Bernie Sanders, Cuba and Super Tuesday

In recent days, the issue of Cuba has broken into the United States presidential campaign with unusual force. (Livenewsnow)

14ymedio bigger14ymedio, René Gómez Manzano, Havana, 29 February 2020 — In recent days, the issue of Cuba has burst with unusual force (and not entirely deserved) into the US presidential campaign. Especially among the many leaders of the Democratic Party who are struggling to win the nomination in opposition to the Government of Donald Trump.

The trigger for that issue — which does not have to have a primary importance in that political debate but which has acquired such relevance — were statements made by the septagenarian Senator Bernie Sanders — a self-proclaimed “socialist” — who, for now, is leading in the polls for the nomination of the “blue” party.

In an interview with an important national television network, the Senator from the state of Vermont ratified his previous statements, favorably assessing certain facets of Fidel Castro’s performance. Specifically, he spoke about the literacy campaign carried out by the late Cuban dictator and declared it a positive.

These statements admit several objections. The first is the that formulated correctly by the blogger Yoani Sánchez: Is it possible to applaud that hundreds of thousands of citizens are taught to read and, at the same time, to ignore that the Castro regime, for those same literates and millions of other Cubans, for ideological reasons, prohibits access to books that this regime considers “undesirable”?

But we can also ask ourselves: is it permissible to point out a positive aspect of the public performance of a dictator while silencing the essentially negative balance of his Government? To give an example: can we find it good — say — that someone praises Adolph Hitler for having built the highways or having significantly reduced unemployment?

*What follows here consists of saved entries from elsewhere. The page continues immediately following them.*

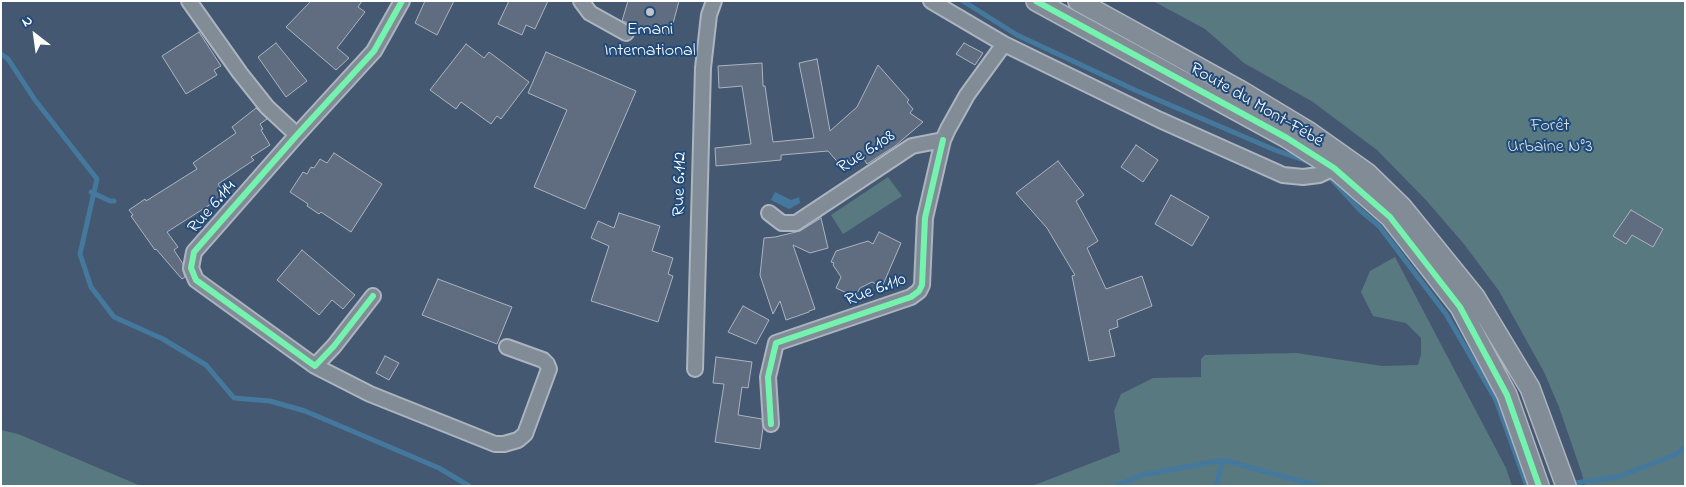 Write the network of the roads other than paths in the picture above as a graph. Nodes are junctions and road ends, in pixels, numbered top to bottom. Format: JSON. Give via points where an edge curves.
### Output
{"nodes":[{"id":1,"x":189,"y":1,"type":"edge"},
{"id":2,"x":402,"y":1,"type":"edge"},
{"id":3,"x":581,"y":1,"type":"edge"},
{"id":4,"x":714,"y":1,"type":"edge"},
{"id":5,"x":931,"y":1,"type":"edge"},
{"id":6,"x":1036,"y":1,"type":"edge"},
{"id":7,"x":1078,"y":1,"type":"edge"},
{"id":8,"x":626,"y":33,"type":"dead end"},
{"id":9,"x":1004,"y":44,"type":"junction"},
{"id":10,"x":296,"y":135,"type":"junction"},
{"id":11,"x":943,"y":140,"type":"junction"},
{"id":12,"x":1334,"y":168,"type":"junction"},
{"id":13,"x":769,"y":213,"type":"dead end"},
{"id":14,"x":373,"y":296,"type":"dead end"},
{"id":15,"x":507,"y":347,"type":"dead end"},
{"id":16,"x":315,"y":366,"type":"junction"},
{"id":17,"x":695,"y":369,"type":"dead end"},
{"id":18,"x":771,"y":424,"type":"dead end"},
{"id":19,"x":1539,"y":486,"type":"edge"},
{"id":20,"x":1566,"y":486,"type":"edge"}],
"edges":[{"from":1,"to":10,"type":"street","via":[[267,107]]},
{"from":2,"to":10,"type":"street","name":"Rue 6.114","via":[[374,52]]},
{"from":3,"to":8,"type":"street","via":[[590,13]]},
{"from":4,"to":17,"type":"street","name":"Rue 6.112","via":[[709,15],[703,68]]},
{"from":5,"to":9,"type":"street"},
{"from":6,"to":12,"type":"street","name":"Route du Mont-Fébé","via":[[1279,134]]},
{"from":7,"to":20,"type":"street","name":"Route du Mont-Fébé","via":[[1309,132],[1367,173],[1402,207],[1476,297],[1530,388]]},
{"from":9,"to":11,"type":"street","via":[[967,96]]},
{"from":9,"to":12,"type":"street","via":[[1283,175],[1319,175]]},
{"from":10,"to":16,"type":"street","name":"Rue 6.114","via":[[194,252],[191,268],[196,280]]},
{"from":11,"to":13,"type":"street","name":"Rue 6.108","via":[[912,146],[796,223],[782,223]]},
{"from":11,"to":18,"type":"street","name":"Rue 6.110","via":[[925,218],[919,291],[911,297],[776,343],[768,377]]},
{"from":12,"to":19,"type":"street","name":"Route du Mont-Fébé","via":[[1390,217],[1460,307],[1507,395]]},
{"from":14,"to":16,"type":"street"},
{"from":15,"to":16,"type":"street","name":"Rue 6.114","via":[[543,360],[549,369],[524,434],[518,440],[504,444],[494,444],[370,394]]}]} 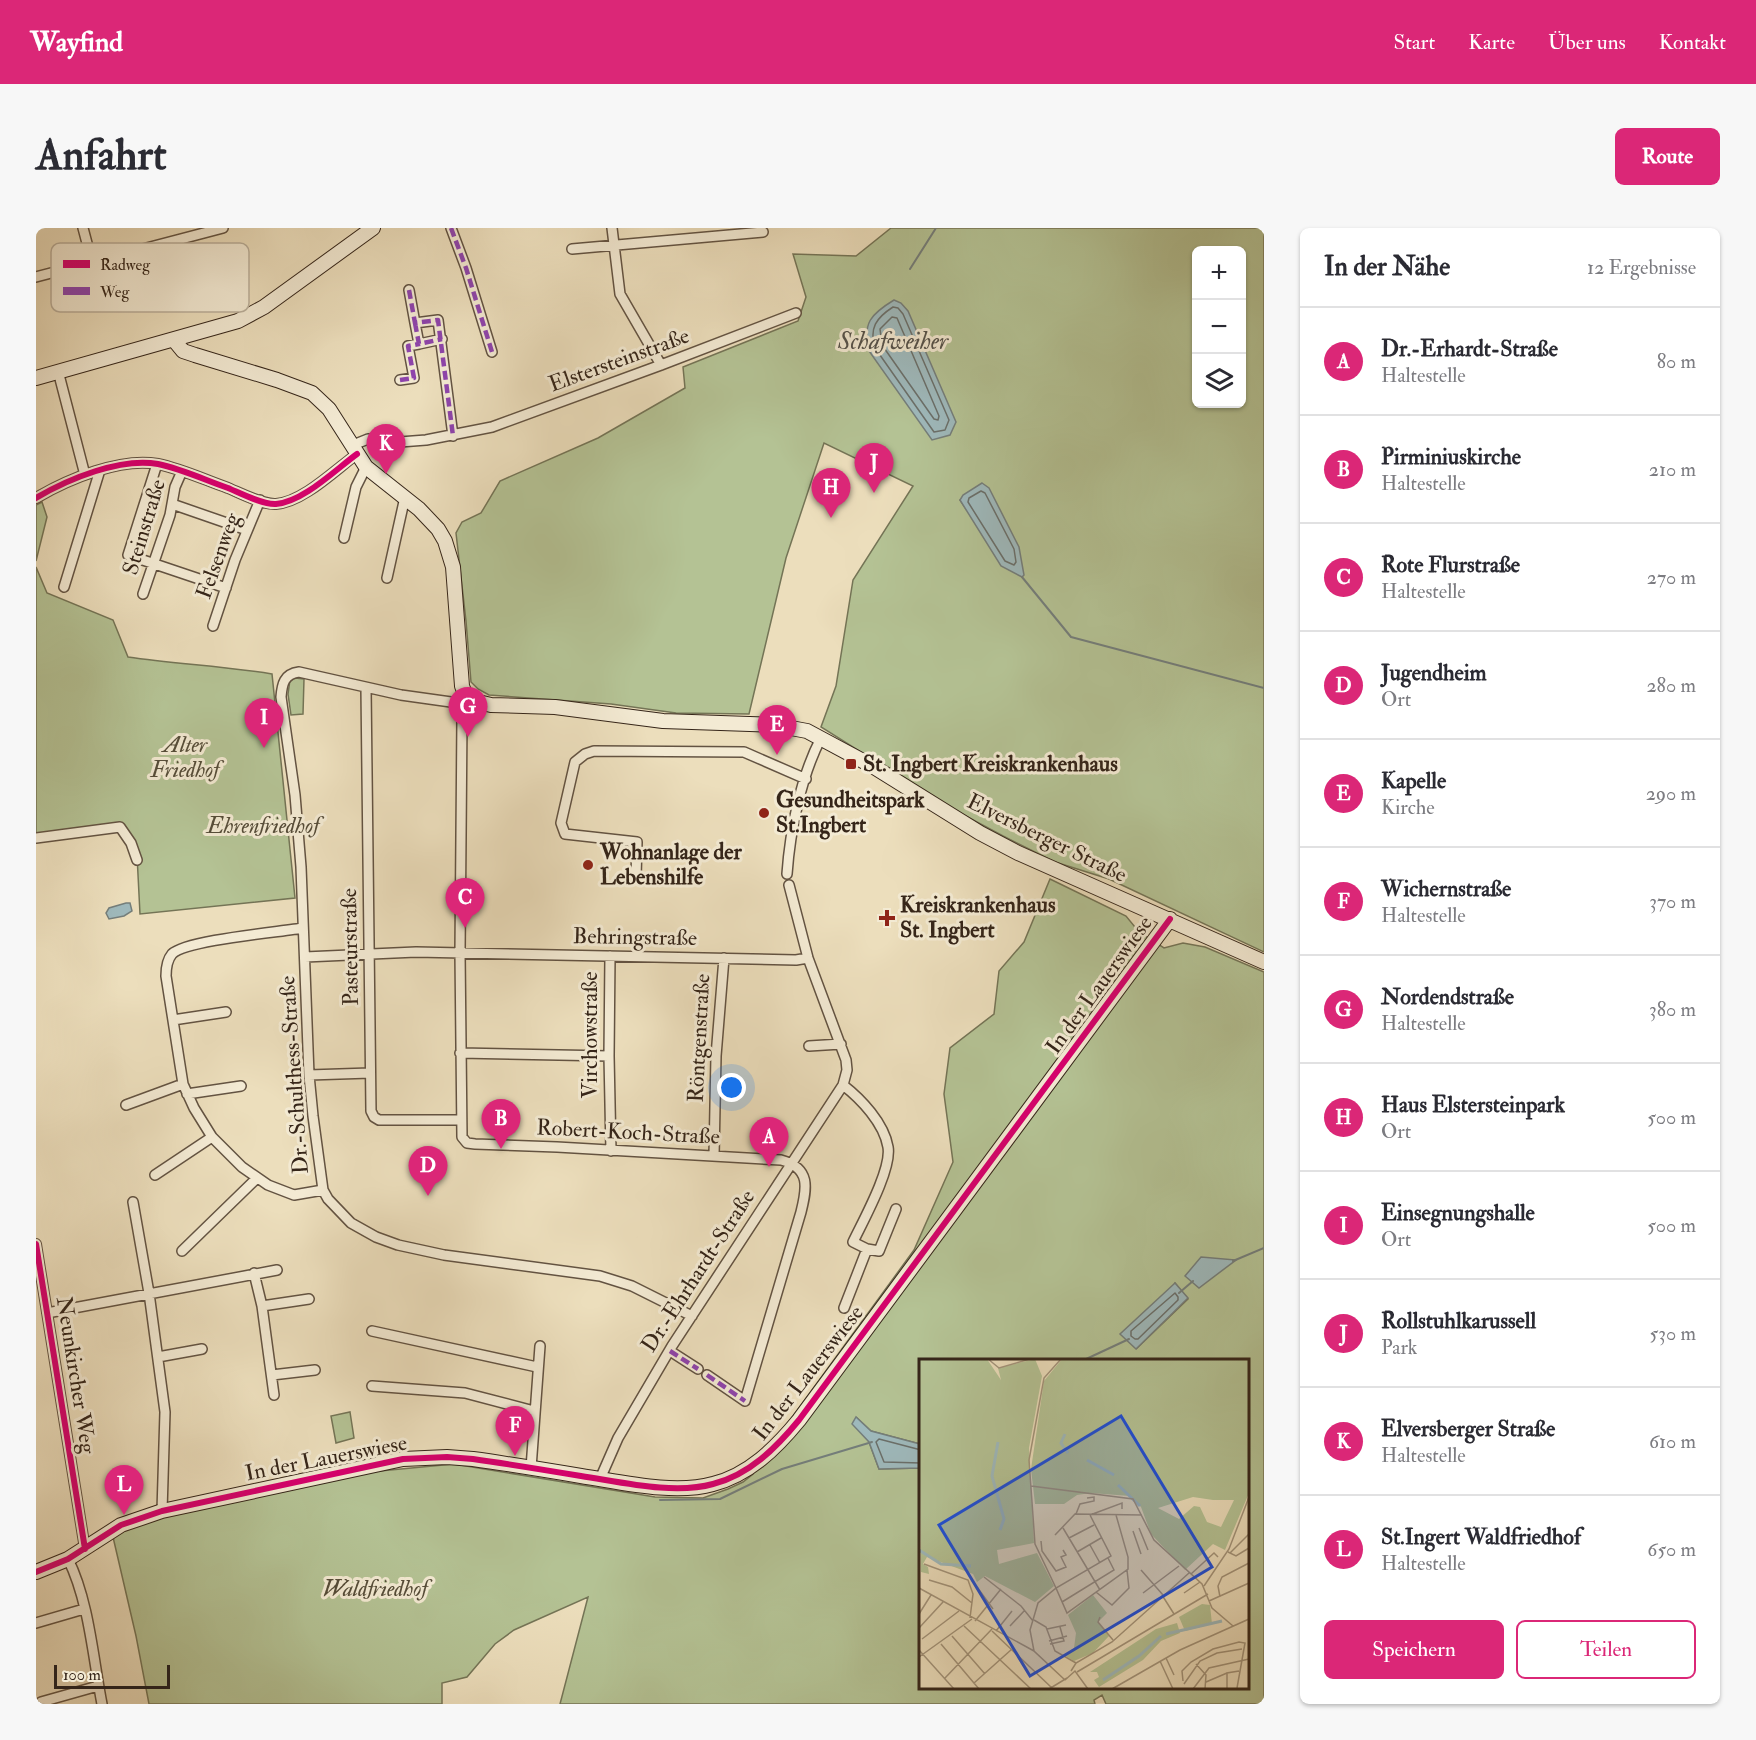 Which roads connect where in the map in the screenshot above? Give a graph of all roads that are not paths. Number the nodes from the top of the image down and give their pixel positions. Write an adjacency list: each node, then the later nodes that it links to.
1 (82, 228): 7 (street)
2 (224, 228): 8 (street)
3 (373, 228): 17 (street)
4 (451, 228): 19 (street)
5 (612, 228): 9 (street)
6 (763, 232): 9 (street)
7 (86, 243)
8 (166, 243)
9 (614, 246): 10 (street); 20 (street)
10 (572, 249)
11 (51, 273): 12 (street)
12 (36, 277)
13 (409, 290): 15 (street)
14 (796, 313): 20 (street, Elstersteinstraße)
15 (415, 323): 16 (street); 18 (street)
16 (442, 339): 18 (street); 24 (street)
17 (174, 340): 21 (street); 25 (street)
18 (419, 344): 23 (street)
19 (492, 352)
20 (661, 365): 24 (street, Elstersteinstraße)
21 (58, 371): 22 (street); 30 (street)
22 (36, 378)
23 (400, 380)
24 (453, 436): 25 (street, Elstersteinstraße)
25 (355, 449): 27 (street); 33 (street)
26 (157, 464): 28 (street); 29 (street); 37 (street)
27 (366, 467): 31 (street); 36 (street)
28 (100, 470): 30 (street); 39 (street)
29 (182, 471): 33 (street); 34 (street, Steinstraße)
30 (85, 475): 32 (street)
31 (405, 497): 38 (street); 44 (street)
32 (36, 498)
33 (260, 500): 35 (street, Felsenweg)
34 (172, 504): 35 (street); 37 (street, Steinstraße)
35 (247, 530): 40 (street, Felsenweg)
36 (344, 538)
37 (154, 565): 40 (street); 41 (street, Steinstraße)
38 (387, 578)
39 (64, 587)
40 (226, 588): 42 (street, Felsenweg)
41 (143, 594)
42 (213, 626)
43 (366, 688): 44 (street); 53 (street, Dr.-Schulthess-Straße); 54 (street, Pasteurstraße)
44 (470, 700): 45 (street, Elversberger Straße); 55 (street)
45 (821, 738): 46 (street); 52 (street, Elversberger Straße)
46 (806, 779): 49 (street); 50 (street)
47 (36, 838): 48 (street)
48 (137, 860)
49 (787, 874)
50 (671, 880)
51 (789, 885): 59 (street)
52 (1170, 919): 60 (street, Elversberger Straße); 109 (street, In der Lauerswiese)
53 (303, 928): 57 (street, Dr.-Schulthess-Straße); 62 (street)
54 (370, 953): 55 (street, Behringstraße); 57 (street, Behringstraße); 67 (street, Pasteurstraße)
55 (460, 954): 56 (street, Behringstraße); 65 (street)
56 (610, 956): 58 (street, Behringstraße); 66 (street, Virchowstraße)
57 (305, 957): 68 (street, Dr.-Schulthess-Straße)
58 (724, 958): 59 (street, Behringstraße); 77 (street, Röntgenstraße)
59 (808, 958): 63 (street)
60 (1264, 962)
61 (226, 1012): 62 (street)
62 (173, 1020): 69 (street)
63 (841, 1044): 64 (street); 70 (street)
64 (809, 1046)
65 (460, 1053): 66 (street); 74 (street)
66 (609, 1056): 76 (street, Virchowstraße)
67 (370, 1073): 68 (street); 74 (street, Pasteurstraße)
68 (309, 1075): 81 (street, Dr.-Schulthess-Straße)
69 (183, 1084): 72 (street); 73 (street)
70 (843, 1085): 78 (street, Dr.-Ehrhardt-Straße); 85 (street)
71 (241, 1086): 72 (street)
72 (187, 1094): 75 (street)
73 (126, 1105)
74 (461, 1120): 76 (street, Robert-Koch-Straße)
75 (212, 1137): 79 (street); 80 (street)
76 (611, 1151): 77 (street, Robert-Koch-Straße)
77 (714, 1156): 78 (street, Robert-Koch-Straße)
78 (790, 1164): 94 (street, Dr.-Ehrhardt-Straße); 104 (street)
79 (155, 1175)
80 (257, 1178): 81 (street); 86 (street)
81 (323, 1190): 94 (street, Dr.-Schulthess-Straße)
82 (133, 1202): 89 (street)
83 (896, 1209): 85 (street)
84 (36, 1244): 93 (street, Neunkircher Weg)
85 (867, 1249): 92 (street)
86 (182, 1251)
87 (277, 1270): 88 (street)
88 (254, 1273): 89 (street); 91 (street)
89 (149, 1293): 93 (street); 99 (street)
90 (309, 1299): 91 (street)
91 (262, 1306): 103 (street)
92 (844, 1308)
93 (43, 1310): 111 (street, Neunkircher Weg)
94 (692, 1316): 98 (street, Dr.-Ehrhardt-Straße)
95 (372, 1331): 100 (street)
96 (540, 1346): 100 (street)
97 (202, 1349): 99 (street)
98 (670, 1351): 101 (street); 109 (street, Dr.-Ehrhardt-Straße)
99 (158, 1357): 110 (street)
100 (537, 1367): 107 (street)
101 (699, 1369)
102 (315, 1370): 103 (street)
103 (272, 1375): 106 (street)
104 (707, 1375)
105 (372, 1386): 107 (street)
106 (274, 1395)
107 (534, 1411): 108 (street)
108 (531, 1468): 109 (street, In der Lauerswiese); 110 (street, In der Lauerswiese)
109 (600, 1479)
110 (162, 1511): 111 (street, In der Lauerswiese)
111 (85, 1549): 112 (street, In der Lauerswiese)
112 (68, 1559): 113 (street, In der Lauerswiese); 114 (street)
113 (36, 1572)
114 (84, 1610): 115 (street); 116 (street)
115 (36, 1623)
116 (98, 1686): 117 (street); 118 (street)
117 (41, 1702)
118 (102, 1704) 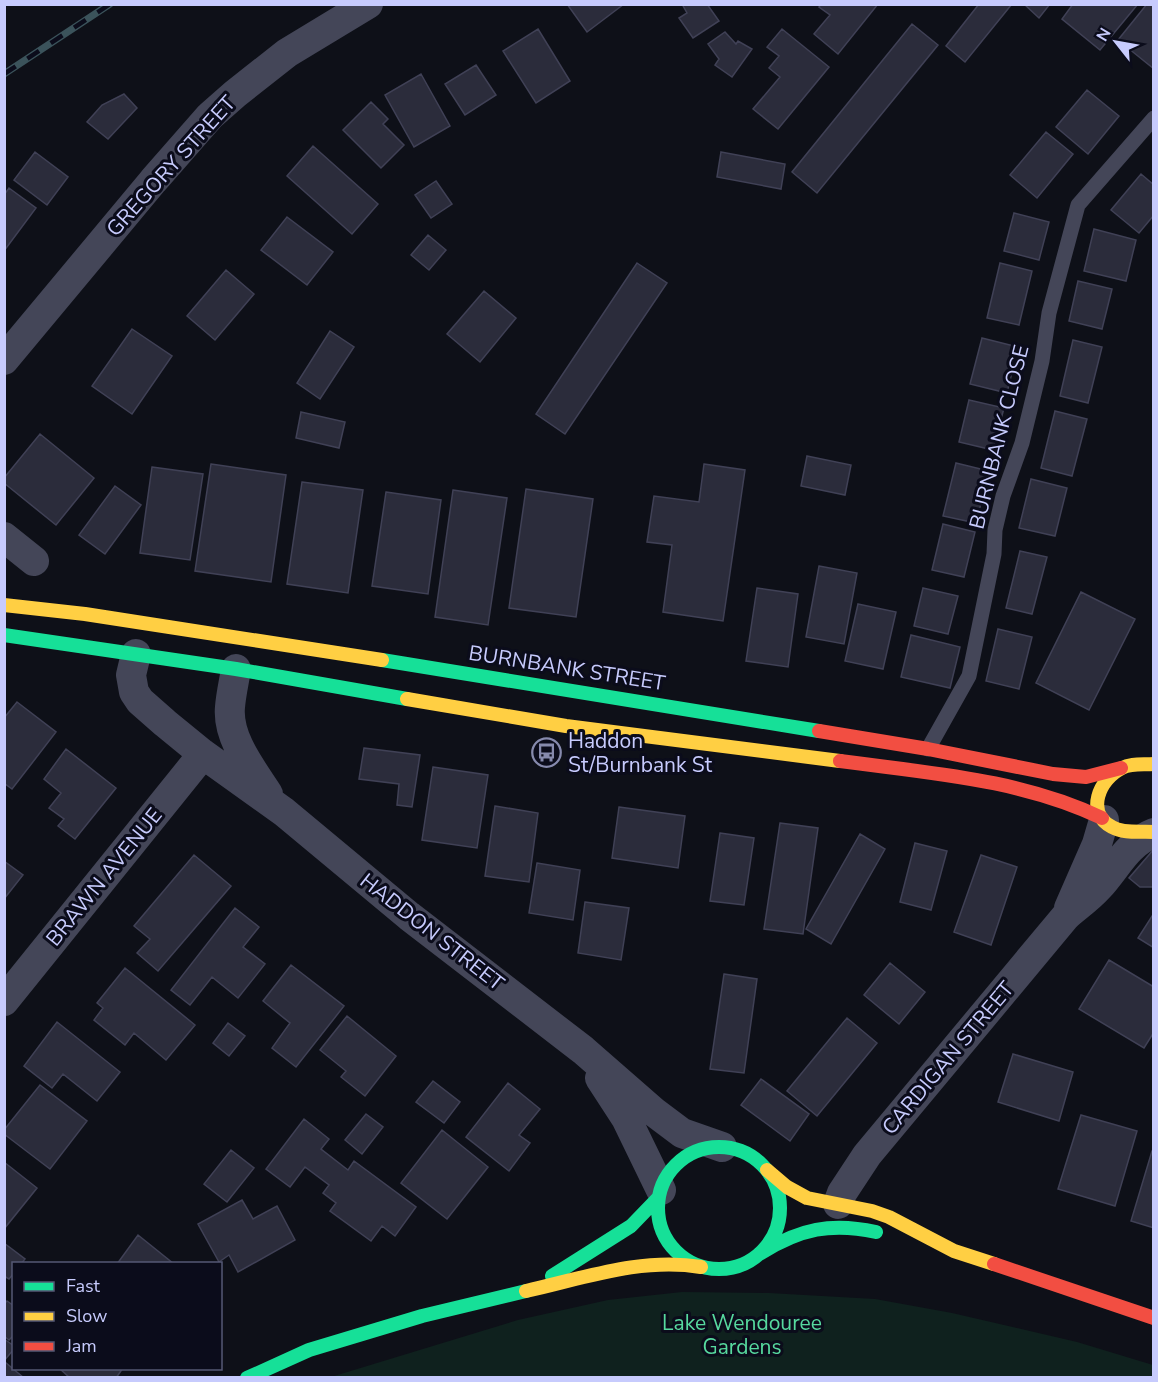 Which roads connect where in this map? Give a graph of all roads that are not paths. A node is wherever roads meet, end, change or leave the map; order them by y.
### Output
1 (368, 4) edge
2 (1154, 118) edge
3 (4, 360) edge
4 (4, 537) edge
5 (34, 561) dead end
6 (4, 605) edge
7 (4, 635) edge
8 (147, 640) junction
9 (239, 654) junction
10 (928, 749) junction
11 (203, 754) junction
12 (1154, 764) edge
13 (1121, 768) junction
14 (284, 812) junction
15 (1103, 819) junction
16 (1154, 832) edge
17 (1066, 916) junction
18 (4, 1001) edge
19 (583, 1050) junction
20 (722, 1147) junction
21 (767, 1170) junction
22 (660, 1193) junction
23 (838, 1204) junction
24 (886, 1235) dead end
25 (903, 1241) dead end
26 (954, 1251) junction
27 (760, 1253) junction
28 (701, 1267) junction
29 (525, 1292) junction
30 (1154, 1318) edge
31 (247, 1377) edge

1 - 3 street, GREGORY STREET
2 - 10 lane, BURNBANK CLOSE
4 - 5 street
6 - 8 main road, BURNBANK STREET
7 - 8 main road, BURNBANK STREET
8 - 9 main road, BURNBANK STREET
8 - 9 main road, BURNBANK STREET
8 - 11 street, HADDON STREET
9 - 10 main road, BURNBANK STREET
9 - 14 street, HADDON STREET
9 - 15 main road, BURNBANK STREET
10 - 13 main road, BURNBANK STREET
11 - 14 street, HADDON STREET
11 - 18 street, BRAWN AVENUE
12 - 13 main road, BURNBANK STREET
13 - 15 main road
14 - 19 street, HADDON STREET
15 - 16 main road, BURNBANK STREET
15 - 17 street, CARDIGAN STREET
16 - 17 street, CARDIGAN STREET
17 - 23 street, CARDIGAN STREET
19 - 20 street, HADDON STREET
19 - 22 street, HADDON STREET
20 - 21 main road
20 - 22 main road
21 - 23 main road
21 - 27 main road
22 - 28 main road
22 - 29 main road
23 - 26 main road
24 - 27 main road
25 - 26 main road
26 - 30 main road
27 - 28 main road
28 - 29 main road
29 - 31 main road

If it were a colloquium of specialists talking about the construction of public roads or a convention dedicated to employment policies, perhaps it could be tolerated that the performance of the Nazi leader in these areas be cited, without entering into an analysis — or even a mention  of other facets of the dire acts of that macabre character.

But it is inadmissible for a politician to act in the same way. Whoever devotes himself to the public trust is obliged, by virtue of his own profession, to take into account all the implications that anything he does or says may have on the different sectors of the electorate.

Should we assume then that Mr. Sanders is a public man with little aptitude? The he praised Fidel Castro out of ignorance? That is not the case. He, with the remarkable support he has managed to gain among the sectors of the extreme left of his party, has demonstrated his extraordinary political ability.

The problem is that Mr. Bernie has no empathy in courting those extremist groups of Democrats. It is a human conglomerate whose little hearts, after sixty years of an anti-democratic regime and economic involution in Cuba, and despite the arrival at the American coast of a couple of million fugitives from Castroism, continues to beat in unison with the ringleaders in Havana.

This should not surprise us, because in the sect of the “socialists” the many sins committed by those who uphold these doctrines are easily forgiven. And regardless of whether the measures taken by their governments have produced tens of millions of deaths (as in the cases of “little father” Stalin and “great helmsman” Mao), or “only” millions, as in the case of Kim of North Korea, Pol Pot or Mengistu … aren’t they all co-religionists! Then it’s about simple venial sins!

In the case of the American leftists with respect to Castro, the matter is complicated a little, due to the extreme anti-Yankeeism maintained by the man. It is an orientation not only demonstrated by decades of political decisions, but also confessed in the well-known letter that, before his rise to power, the founder of the Cuban dynasty addressed to his confidant Celia Sánchez, telling her, “When this war ends, a much longer and greater war will begin for me: the war I am going to wage against [the Americans].  I realize that is going to be my true destiny.”

But all these are minor inconveniences for the Vermont senator. This, in order to win the sympathies of the extremists of his party, does no less to seek to make an enemy of the Cuban exiles (most of whom are citizens of the United States and vote in that country). I suppose Mr. Sanders made a very simple calculation: You are not going to vote for me anyway!

In the meantime, I believe that President Trump and his friends have every reason in the world to pray that the ineffable Bernie continues to win party primaries and caucuses and that he ultimately achieves the Democratic nomination. Everything seems to indicate that, in such a case, the current tenant of the White House would continue to live there for another four years.

As altogether different thing is what the traditional sectors of the blue party think, dreaming that their nominee will be a more moderate leader, capable of obtaining, in the presidential election of November, the support of the political center.

We will have to see how the voting turns out next Tuesday, when the voters of numerous states, including some as important as California and Texas, will pronounce themselves.  It’s not for nothing that it is called “Super Tuesday.”